Willow Glen residents Kris and Rick Andrakin have slowly tried to teach a couple basic signs to their five-month-old twins, Olivia and Sophia. But, Kris acknowledges, the twin girls are still too young to begin to absorb what she is teaching them. In fact, the couple's 4-year-old daughter, Megan, has had more fun picking up sign language from watching her parents practice it, and uses it for fun around the house.

Kris is hoping to teach her twins some rudimentary signs so when Sophia and Olivia become toddlers and enter the dreaded "terrible 2s" they might have a quieter way to express their frustrations. The couple already has a toddler, Lauren, in the midst of her "terrible 2s" period, and at the moment the toddler has no interest in learning any sign language from her parents.

The couple both agree that they would like to try and teach Sophia and Olivia signs for basic necessities like milk, food and diaper change, but both work full time, which won't leave too much time to teach and reinforce the silent language to the babies.

Audra Lemke, 35, decided to teach her baby, Melissa, sign language when she saw her friend's 1-year-old daughter communicate with her parents through signing.

"I will never forget the girl, as a very young toddler, asking the question 'where is the dog?' by signing where and speaking the word dog," Lemke says. "We saw how signing enriched the communication between her and her parents and how her language skills develop in a very advanced way. We also saw how much happier she appeared than other babies at her age."

Lemke learns sign language from books, including Sign with Your Baby by author Joseph Garcia She took a six-week-long course from Gustavson when Melissa was about 6 months old.

Garcia is the trendsetter for teaching sign languages to hearing babies. He started studying the benefits of sign language while researching early childhood development in 1985.

He was inspired when he visited the family of a deaf friend and saw a 10-month-old baby communicate with his deaf parents in American Sign Language.

During his research, he discovered that hearing children begin replicating signs as early as 8 months old, with some exceptional children beginning as early as 6 months old.

He found that infants may lack the motor skills necessary to produce spoken language but don't lack the conceptual ability to understand and use language.

Garcia's book Sign with Your Baby became a must-read for parents who want to teach sign language to their children. Garcia also inspired Northlight Communications, a multinational and multimillion-dollar business, to publish educational materials about baby sign language.

"When my company first published Joseph Garcia's book Sign with Your Baby in 1999, the book stayed as Amazon's best-selling parenting title for six months." says Bob Tarcea, president of Seattle-based Northlight Communications.

Gustavson says many of the parents who attend one of her classes are initially skeptical that using sign language with their baby will actually work effectively. But she says that usually after that first class, parents come around pretty quickly, because she tries to address any misconceptions they might have.

"The most frequently asked question I get from parents is if teaching babies sign language will cause speech delay.
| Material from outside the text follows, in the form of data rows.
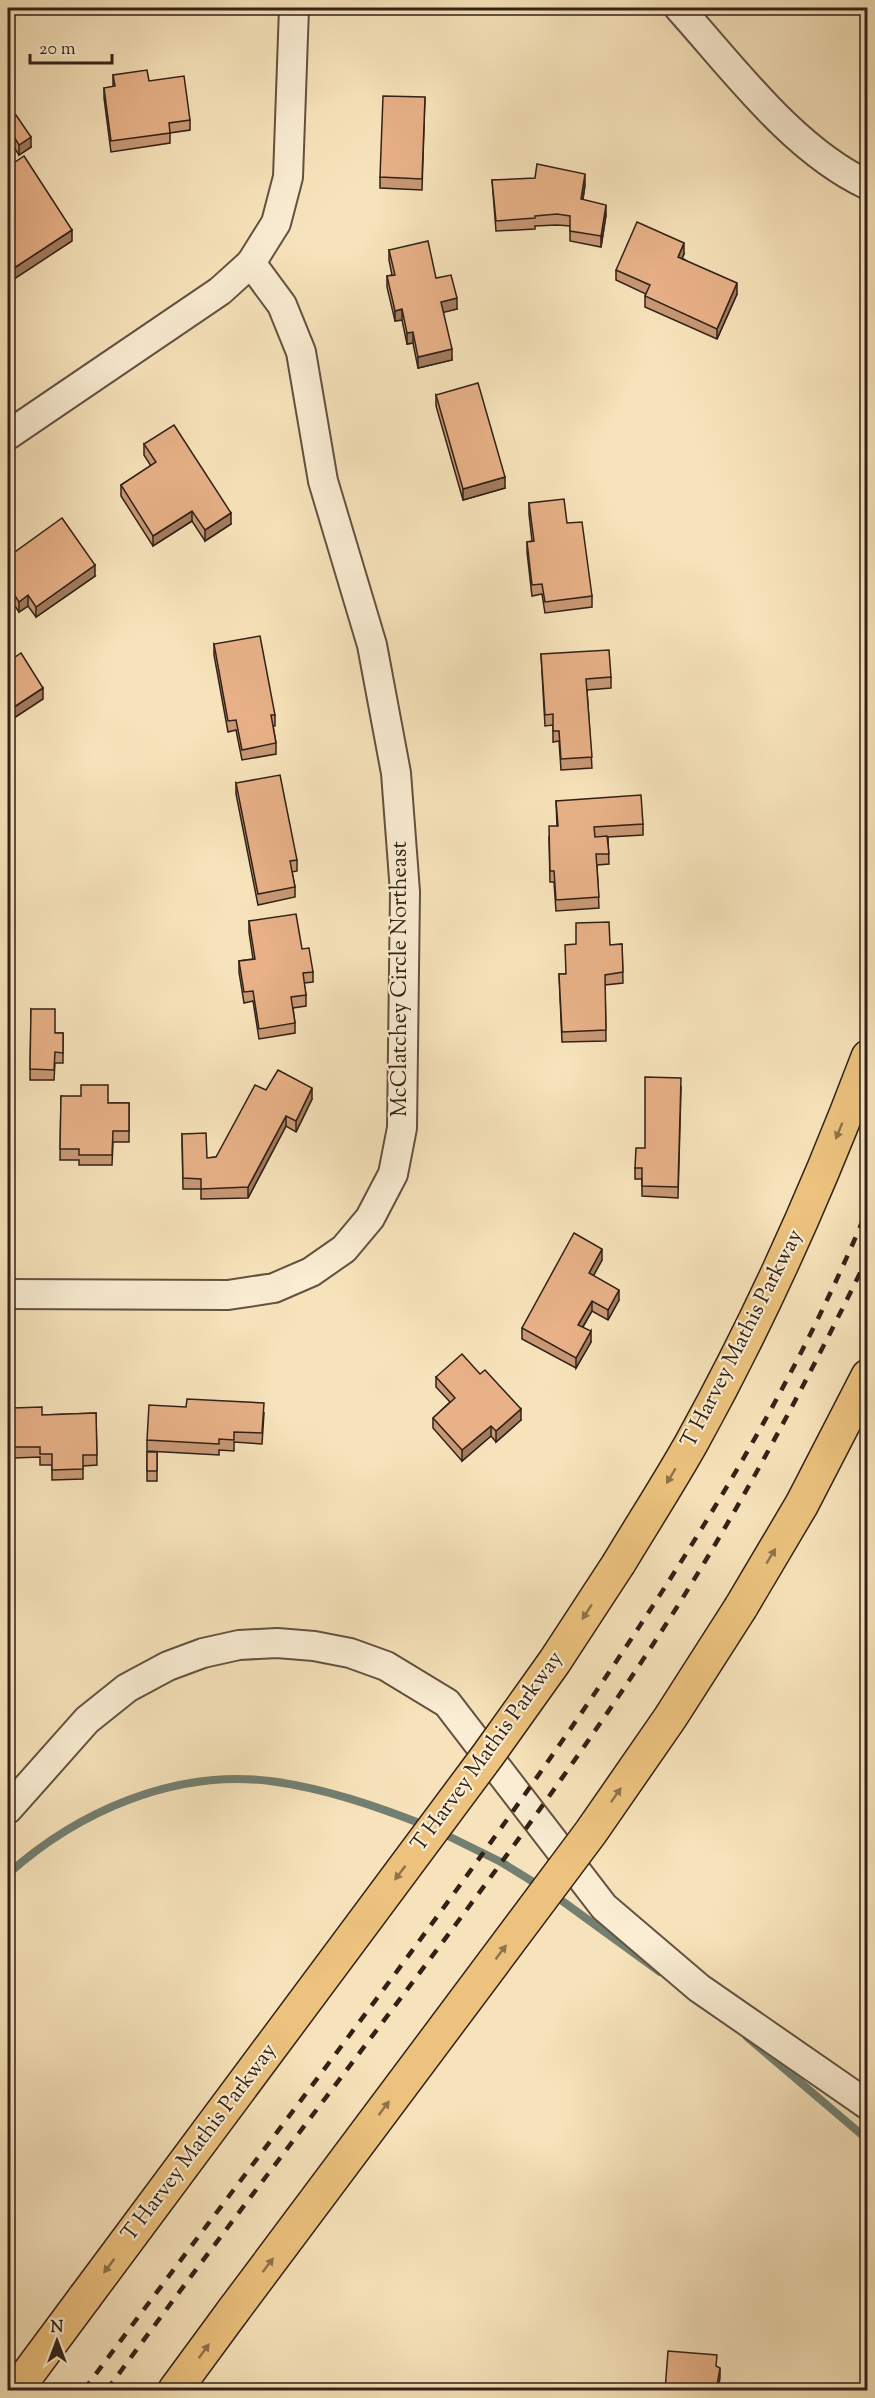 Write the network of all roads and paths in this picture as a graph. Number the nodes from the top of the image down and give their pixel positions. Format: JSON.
{"nodes":[{"id":1,"x":294,"y":8,"type":"edge"},
{"id":2,"x":679,"y":8,"type":"edge"},
{"id":3,"x":857,"y":180,"type":"edge"},
{"id":4,"x":251,"y":263,"type":"junction"},
{"id":5,"x":8,"y":435,"type":"edge"},
{"id":6,"x":867,"y":1057,"type":"edge"},
{"id":7,"x":8,"y":1294,"type":"edge"},
{"id":8,"x":867,"y":1376,"type":"edge"},
{"id":9,"x":8,"y":1809,"type":"edge"},
{"id":10,"x":867,"y":2105,"type":"edge"},
{"id":11,"x":16,"y":2391,"type":"edge"},
{"id":12,"x":175,"y":2391,"type":"edge"}],
"edges":[{"from":1,"to":4,"type":"street"},
{"from":2,"to":3,"type":"street"},
{"from":4,"to":5,"type":"street"},
{"from":4,"to":7,"type":"street","name":"McClatchey Circle Northeast"},
{"from":6,"to":11,"type":"highway","name":"T Harvey Mathis Parkway","one_way":true,"bridge":true},
{"from":12,"to":8,"type":"highway","one_way":true,"bridge":true},
{"from":9,"to":10,"type":"street"}]} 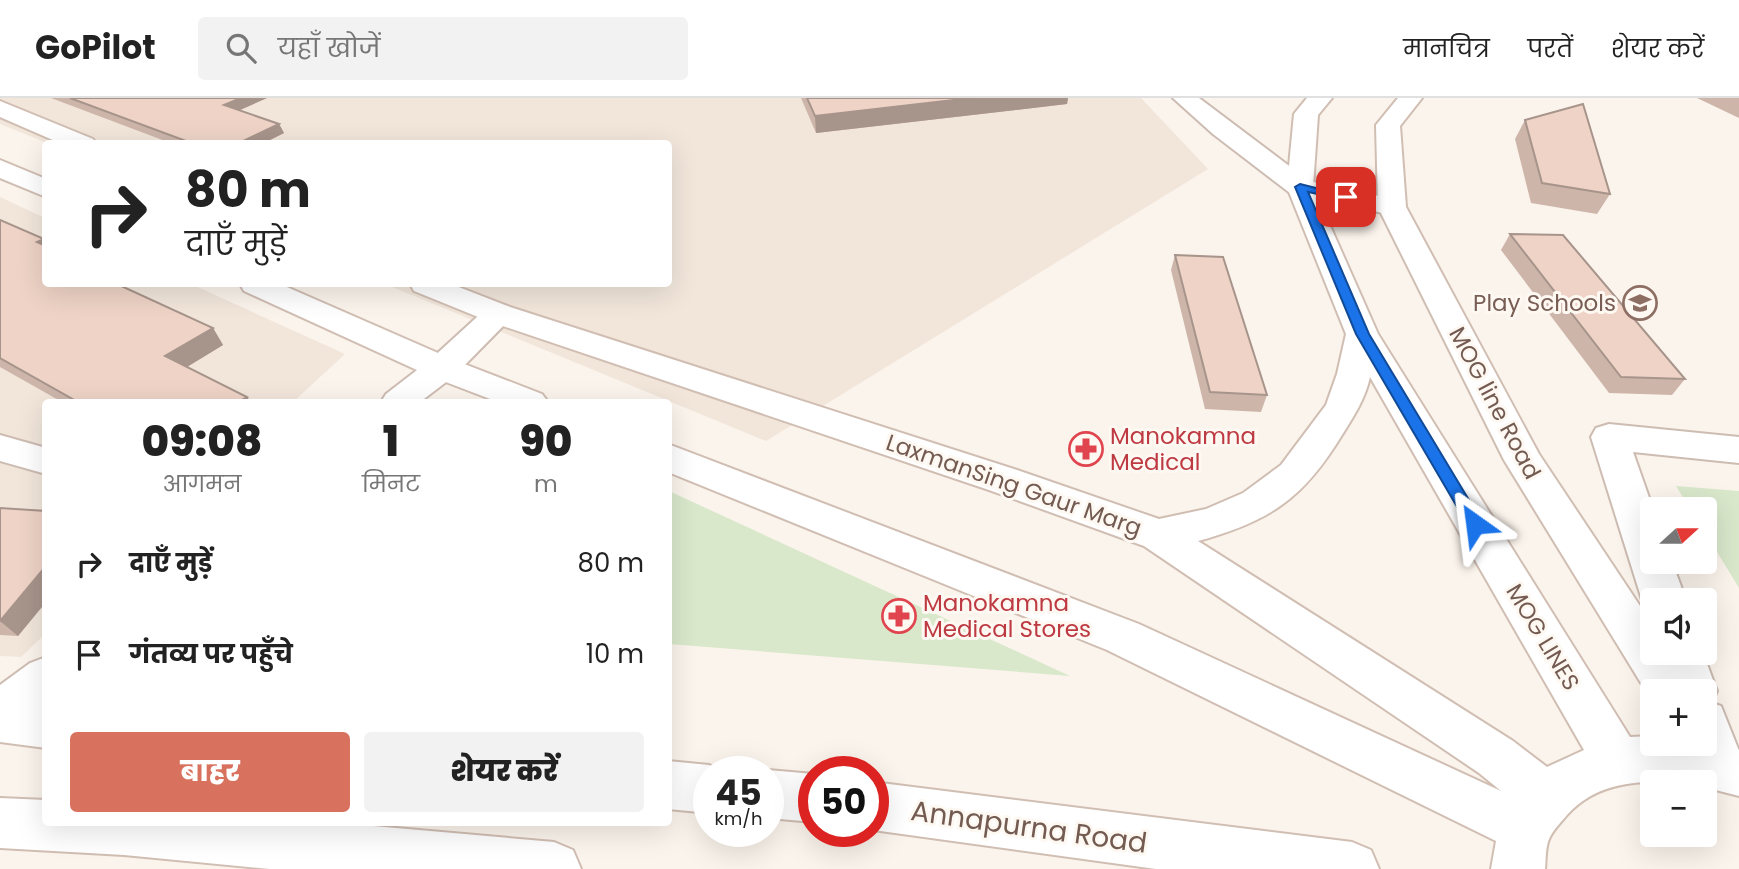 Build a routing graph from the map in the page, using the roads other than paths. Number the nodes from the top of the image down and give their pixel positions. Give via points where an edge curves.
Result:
1 (1185, 98) edge
2 (1320, 98) edge
3 (1410, 98) edge
4 (0, 108) edge
5 (75, 140) edge
6 (0, 168) edge
7 (42, 187) edge
8 (1300, 187) junction
9 (1392, 207) junction
10 (262, 287) edge
11 (432, 287) edge
12 (499, 314) junction
13 (1362, 334) junction
14 (443, 368) junction
15 (402, 399) edge
16 (522, 399) edge
17 (0, 448) edge
18 (1739, 450) edge
19 (672, 459) edge
20 (42, 460) edge
21 (1158, 535) junction
22 (1660, 588) edge
23 (1663, 679) edge
24 (42, 680) edge
25 (0, 712) edge
26 (0, 721) edge
27 (42, 726) edge
28 (1684, 756) edge
29 (1617, 761) junction
30 (672, 785) edge
31 (693, 787) edge
32 (889, 808) edge
33 (0, 823) edge
34 (42, 825) edge
35 (53, 826) edge
36 (1530, 832) edge
37 (554, 869) edge
38 (1352, 869) edge

1 - 8 main road
2 - 8 main road, MOG LINES via 1307,114
3 - 9 main road, MOG line Road via 1388,125
4 - 5 main road
6 - 7 main road
8 - 9 main road
8 - 13 main road, MOG LINES
9 - 23 main road, MOG line Road via 1523,460
10 - 14 main road
11 - 12 main road, LaxmanSing Gaur Marg
12 - 14 main road
12 - 21 main road, LaxmanSing Gaur Marg
13 - 21 main road via 1347,397 1313,456 1289,482 1212,524
13 - 29 main road, MOG LINES
14 - 15 main road
14 - 16 main road
17 - 20 main road
18 - 22 main road via 1609,437
19 - 36 main road via 1123,637
21 - 36 main road, LaxmanSing Gaur Marg via 1485,750
24 - 25 main road
26 - 27 main road
28 - 29 main road
29 - 36 main road via 1577,775
30 - 31 main road
32 - 38 main road, Annapurna Road
33 - 34 main road
35 - 37 main road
The answer is no," Gustavson says.

She adds, "Actually, signing babies tend to have a better grasp of grammar, syntax and vocabulary than children of the same age."

Gustavson says learning sign language is no different from learning spoken language.

"When children first say water, they don't say water. They say wawa. The mother has to keep saying water until the child can finally say water," Gustavson says. "The same is true with sign language."

Gustavson says to encourage their babies, parents should not correct their children when their children make an inaccurate sign. "Don't mess with their hands. Don't get frustrated when the babies get the signs wrong. Just keep responding to them. Eventually it will come around," she says. "Learning should be fun."